== Listed entries ==
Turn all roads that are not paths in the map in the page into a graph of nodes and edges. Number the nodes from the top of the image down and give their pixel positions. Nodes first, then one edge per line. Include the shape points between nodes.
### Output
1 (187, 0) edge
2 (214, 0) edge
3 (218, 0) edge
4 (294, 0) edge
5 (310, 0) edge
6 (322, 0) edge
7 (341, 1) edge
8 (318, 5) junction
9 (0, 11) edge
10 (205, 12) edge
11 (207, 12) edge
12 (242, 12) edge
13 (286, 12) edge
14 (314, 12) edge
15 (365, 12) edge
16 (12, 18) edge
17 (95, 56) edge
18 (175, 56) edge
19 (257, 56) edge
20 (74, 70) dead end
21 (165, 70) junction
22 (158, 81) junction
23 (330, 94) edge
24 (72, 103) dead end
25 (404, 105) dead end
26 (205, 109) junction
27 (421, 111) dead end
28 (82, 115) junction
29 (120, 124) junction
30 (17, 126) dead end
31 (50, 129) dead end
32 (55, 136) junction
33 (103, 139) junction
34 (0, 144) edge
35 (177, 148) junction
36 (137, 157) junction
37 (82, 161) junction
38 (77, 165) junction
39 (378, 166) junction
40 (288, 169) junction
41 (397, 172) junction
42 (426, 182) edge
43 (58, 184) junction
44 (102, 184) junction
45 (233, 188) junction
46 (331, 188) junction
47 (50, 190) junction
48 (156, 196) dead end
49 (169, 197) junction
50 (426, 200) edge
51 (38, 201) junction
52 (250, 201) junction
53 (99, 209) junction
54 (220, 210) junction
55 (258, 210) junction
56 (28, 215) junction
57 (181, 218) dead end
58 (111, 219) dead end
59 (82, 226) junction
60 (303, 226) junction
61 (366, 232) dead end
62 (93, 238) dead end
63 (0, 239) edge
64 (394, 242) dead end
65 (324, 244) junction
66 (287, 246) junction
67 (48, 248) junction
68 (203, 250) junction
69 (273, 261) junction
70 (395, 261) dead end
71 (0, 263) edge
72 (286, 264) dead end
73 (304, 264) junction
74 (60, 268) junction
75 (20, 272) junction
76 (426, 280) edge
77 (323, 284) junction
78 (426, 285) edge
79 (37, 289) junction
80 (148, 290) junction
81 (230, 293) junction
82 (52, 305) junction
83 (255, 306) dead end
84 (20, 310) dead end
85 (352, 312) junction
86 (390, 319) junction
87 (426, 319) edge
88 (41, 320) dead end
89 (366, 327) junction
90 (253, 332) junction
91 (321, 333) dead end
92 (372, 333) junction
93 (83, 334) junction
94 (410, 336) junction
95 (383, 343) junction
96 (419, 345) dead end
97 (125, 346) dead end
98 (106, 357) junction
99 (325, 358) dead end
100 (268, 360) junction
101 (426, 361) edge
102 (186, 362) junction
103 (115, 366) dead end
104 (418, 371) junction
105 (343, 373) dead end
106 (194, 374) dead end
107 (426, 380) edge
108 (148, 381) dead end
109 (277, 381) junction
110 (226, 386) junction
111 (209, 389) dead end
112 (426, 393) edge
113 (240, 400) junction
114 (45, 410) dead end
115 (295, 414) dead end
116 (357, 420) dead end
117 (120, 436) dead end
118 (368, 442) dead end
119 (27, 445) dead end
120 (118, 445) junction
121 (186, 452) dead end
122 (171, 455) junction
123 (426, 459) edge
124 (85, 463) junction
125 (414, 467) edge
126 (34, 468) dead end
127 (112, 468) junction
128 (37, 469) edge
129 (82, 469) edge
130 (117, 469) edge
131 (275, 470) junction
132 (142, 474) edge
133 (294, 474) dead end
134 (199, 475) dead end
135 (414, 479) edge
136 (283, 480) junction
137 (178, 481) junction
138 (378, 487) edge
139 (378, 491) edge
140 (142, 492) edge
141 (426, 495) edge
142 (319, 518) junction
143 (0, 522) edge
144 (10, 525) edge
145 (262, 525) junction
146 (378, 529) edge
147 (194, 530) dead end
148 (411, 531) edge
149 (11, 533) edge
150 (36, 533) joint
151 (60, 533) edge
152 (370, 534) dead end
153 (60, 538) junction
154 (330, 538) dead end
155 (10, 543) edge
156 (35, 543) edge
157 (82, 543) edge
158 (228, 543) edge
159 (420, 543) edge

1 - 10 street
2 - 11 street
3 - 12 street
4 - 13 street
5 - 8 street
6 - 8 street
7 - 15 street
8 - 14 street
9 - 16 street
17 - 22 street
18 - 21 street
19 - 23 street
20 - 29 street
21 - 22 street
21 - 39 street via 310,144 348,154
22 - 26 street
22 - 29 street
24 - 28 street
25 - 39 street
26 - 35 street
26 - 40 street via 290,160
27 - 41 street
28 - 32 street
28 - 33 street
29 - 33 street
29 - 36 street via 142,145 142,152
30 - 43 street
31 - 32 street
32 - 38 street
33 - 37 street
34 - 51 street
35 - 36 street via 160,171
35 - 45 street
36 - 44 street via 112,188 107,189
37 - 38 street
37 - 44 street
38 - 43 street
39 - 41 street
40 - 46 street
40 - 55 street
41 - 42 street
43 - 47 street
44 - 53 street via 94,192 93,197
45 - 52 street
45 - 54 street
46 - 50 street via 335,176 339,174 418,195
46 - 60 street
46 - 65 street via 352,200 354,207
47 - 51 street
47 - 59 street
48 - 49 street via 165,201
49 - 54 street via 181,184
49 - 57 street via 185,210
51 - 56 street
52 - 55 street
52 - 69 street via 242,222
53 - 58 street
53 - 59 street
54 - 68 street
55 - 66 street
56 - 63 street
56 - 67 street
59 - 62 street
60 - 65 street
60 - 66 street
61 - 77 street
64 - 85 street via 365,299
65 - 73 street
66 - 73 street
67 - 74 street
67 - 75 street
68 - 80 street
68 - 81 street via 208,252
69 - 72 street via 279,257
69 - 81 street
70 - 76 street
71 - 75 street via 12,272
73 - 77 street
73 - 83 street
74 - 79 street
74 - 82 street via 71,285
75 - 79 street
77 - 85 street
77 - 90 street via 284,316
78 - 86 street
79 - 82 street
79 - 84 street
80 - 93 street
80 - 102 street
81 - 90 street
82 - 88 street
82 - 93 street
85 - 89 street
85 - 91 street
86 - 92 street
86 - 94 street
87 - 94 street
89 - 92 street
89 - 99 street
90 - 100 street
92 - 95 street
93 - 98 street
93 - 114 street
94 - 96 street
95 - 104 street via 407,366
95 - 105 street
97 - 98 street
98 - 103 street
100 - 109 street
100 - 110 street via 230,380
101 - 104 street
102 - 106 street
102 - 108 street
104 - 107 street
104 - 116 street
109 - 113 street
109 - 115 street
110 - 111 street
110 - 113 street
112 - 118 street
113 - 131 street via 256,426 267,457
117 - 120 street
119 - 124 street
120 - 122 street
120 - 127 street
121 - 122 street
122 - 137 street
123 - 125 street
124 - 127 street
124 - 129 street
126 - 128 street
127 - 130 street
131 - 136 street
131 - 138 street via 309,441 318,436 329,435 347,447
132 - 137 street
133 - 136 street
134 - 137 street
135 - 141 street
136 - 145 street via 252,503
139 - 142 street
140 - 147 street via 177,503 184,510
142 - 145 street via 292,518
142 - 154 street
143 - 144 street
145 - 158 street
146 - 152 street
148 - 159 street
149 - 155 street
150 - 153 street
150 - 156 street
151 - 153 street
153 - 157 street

== Assigned task ==
An exact copy of every entry is the expected result.

== Task solution ==
Turn all roads that are not paths in the map in the page into a graph of nodes and edges. Number the nodes from the top of the image down and give their pixel positions. Nodes first, then one edge per line. Include the shape points between nodes.
### Output
1 (187, 0) edge
2 (214, 0) edge
3 (218, 0) edge
4 (294, 0) edge
5 (310, 0) edge
6 (322, 0) edge
7 (341, 1) edge
8 (318, 5) junction
9 (0, 11) edge
10 (205, 12) edge
11 (207, 12) edge
12 (242, 12) edge
13 (286, 12) edge
14 (314, 12) edge
15 (365, 12) edge
16 (12, 18) edge
17 (95, 56) edge
18 (175, 56) edge
19 (257, 56) edge
20 (74, 70) dead end
21 (165, 70) junction
22 (158, 81) junction
23 (330, 94) edge
24 (72, 103) dead end
25 (404, 105) dead end
26 (205, 109) junction
27 (421, 111) dead end
28 (82, 115) junction
29 (120, 124) junction
30 (17, 126) dead end
31 (50, 129) dead end
32 (55, 136) junction
33 (103, 139) junction
34 (0, 144) edge
35 (177, 148) junction
36 (137, 157) junction
37 (82, 161) junction
38 (77, 165) junction
39 (378, 166) junction
40 (288, 169) junction
41 (397, 172) junction
42 (426, 182) edge
43 (58, 184) junction
44 (102, 184) junction
45 (233, 188) junction
46 (331, 188) junction
47 (50, 190) junction
48 (156, 196) dead end
49 (169, 197) junction
50 (426, 200) edge
51 (38, 201) junction
52 (250, 201) junction
53 (99, 209) junction
54 (220, 210) junction
55 (258, 210) junction
56 (28, 215) junction
57 (181, 218) dead end
58 (111, 219) dead end
59 (82, 226) junction
60 (303, 226) junction
61 (366, 232) dead end
62 (93, 238) dead end
63 (0, 239) edge
64 (394, 242) dead end
65 (324, 244) junction
66 (287, 246) junction
67 (48, 248) junction
68 (203, 250) junction
69 (273, 261) junction
70 (395, 261) dead end
71 (0, 263) edge
72 (286, 264) dead end
73 (304, 264) junction
74 (60, 268) junction
75 (20, 272) junction
76 (426, 280) edge
77 (323, 284) junction
78 (426, 285) edge
79 (37, 289) junction
80 (148, 290) junction
81 (230, 293) junction
82 (52, 305) junction
83 (255, 306) dead end
84 (20, 310) dead end
85 (352, 312) junction
86 (390, 319) junction
87 (426, 319) edge
88 (41, 320) dead end
89 (366, 327) junction
90 (253, 332) junction
91 (321, 333) dead end
92 (372, 333) junction
93 (83, 334) junction
94 (410, 336) junction
95 (383, 343) junction
96 (419, 345) dead end
97 (125, 346) dead end
98 (106, 357) junction
99 (325, 358) dead end
100 (268, 360) junction
101 (426, 361) edge
102 (186, 362) junction
103 (115, 366) dead end
104 (418, 371) junction
105 (343, 373) dead end
106 (194, 374) dead end
107 (426, 380) edge
108 (148, 381) dead end
109 (277, 381) junction
110 (226, 386) junction
111 (209, 389) dead end
112 (426, 393) edge
113 (240, 400) junction
114 (45, 410) dead end
115 (295, 414) dead end
116 (357, 420) dead end
117 (120, 436) dead end
118 (368, 442) dead end
119 (27, 445) dead end
120 (118, 445) junction
121 (186, 452) dead end
122 (171, 455) junction
123 (426, 459) edge
124 (85, 463) junction
125 (414, 467) edge
126 (34, 468) dead end
127 (112, 468) junction
128 (37, 469) edge
129 (82, 469) edge
130 (117, 469) edge
131 (275, 470) junction
132 (142, 474) edge
133 (294, 474) dead end
134 (199, 475) dead end
135 (414, 479) edge
136 (283, 480) junction
137 (178, 481) junction
138 (378, 487) edge
139 (378, 491) edge
140 (142, 492) edge
141 (426, 495) edge
142 (319, 518) junction
143 (0, 522) edge
144 (10, 525) edge
145 (262, 525) junction
146 (378, 529) edge
147 (194, 530) dead end
148 (411, 531) edge
149 (11, 533) edge
150 (36, 533) joint
151 (60, 533) edge
152 (370, 534) dead end
153 (60, 538) junction
154 (330, 538) dead end
155 (10, 543) edge
156 (35, 543) edge
157 (82, 543) edge
158 (228, 543) edge
159 (420, 543) edge

1 - 10 street
2 - 11 street
3 - 12 street
4 - 13 street
5 - 8 street
6 - 8 street
7 - 15 street
8 - 14 street
9 - 16 street
17 - 22 street
18 - 21 street
19 - 23 street
20 - 29 street
21 - 22 street
21 - 39 street via 310,144 348,154
22 - 26 street
22 - 29 street
24 - 28 street
25 - 39 street
26 - 35 street
26 - 40 street via 290,160
27 - 41 street
28 - 32 street
28 - 33 street
29 - 33 street
29 - 36 street via 142,145 142,152
30 - 43 street
31 - 32 street
32 - 38 street
33 - 37 street
34 - 51 street
35 - 36 street via 160,171
35 - 45 street
36 - 44 street via 112,188 107,189
37 - 38 street
37 - 44 street
38 - 43 street
39 - 41 street
40 - 46 street
40 - 55 street
41 - 42 street
43 - 47 street
44 - 53 street via 94,192 93,197
45 - 52 street
45 - 54 street
46 - 50 street via 335,176 339,174 418,195
46 - 60 street
46 - 65 street via 352,200 354,207
47 - 51 street
47 - 59 street
48 - 49 street via 165,201
49 - 54 street via 181,184
49 - 57 street via 185,210
51 - 56 street
52 - 55 street
52 - 69 street via 242,222
53 - 58 street
53 - 59 street
54 - 68 street
55 - 66 street
56 - 63 street
56 - 67 street
59 - 62 street
60 - 65 street
60 - 66 street
61 - 77 street
64 - 85 street via 365,299
65 - 73 street
66 - 73 street
67 - 74 street
67 - 75 street
68 - 80 street
68 - 81 street via 208,252
69 - 72 street via 279,257
69 - 81 street
70 - 76 street
71 - 75 street via 12,272
73 - 77 street
73 - 83 street
74 - 79 street
74 - 82 street via 71,285
75 - 79 street
77 - 85 street
77 - 90 street via 284,316
78 - 86 street
79 - 82 street
79 - 84 street
80 - 93 street
80 - 102 street
81 - 90 street
82 - 88 street
82 - 93 street
85 - 89 street
85 - 91 street
86 - 92 street
86 - 94 street
87 - 94 street
89 - 92 street
89 - 99 street
90 - 100 street
92 - 95 street
93 - 98 street
93 - 114 street
94 - 96 street
95 - 104 street via 407,366
95 - 105 street
97 - 98 street
98 - 103 street
100 - 109 street
100 - 110 street via 230,380
101 - 104 street
102 - 106 street
102 - 108 street
104 - 107 street
104 - 116 street
109 - 113 street
109 - 115 street
110 - 111 street
110 - 113 street
112 - 118 street
113 - 131 street via 256,426 267,457
117 - 120 street
119 - 124 street
120 - 122 street
120 - 127 street
121 - 122 street
122 - 137 street
123 - 125 street
124 - 127 street
124 - 129 street
126 - 128 street
127 - 130 street
131 - 136 street
131 - 138 street via 309,441 318,436 329,435 347,447
132 - 137 street
133 - 136 street
134 - 137 street
135 - 141 street
136 - 145 street via 252,503
139 - 142 street
140 - 147 street via 177,503 184,510
142 - 145 street via 292,518
142 - 154 street
143 - 144 street
145 - 158 street
146 - 152 street
148 - 159 street
149 - 155 street
150 - 153 street
150 - 156 street
151 - 153 street
153 - 157 street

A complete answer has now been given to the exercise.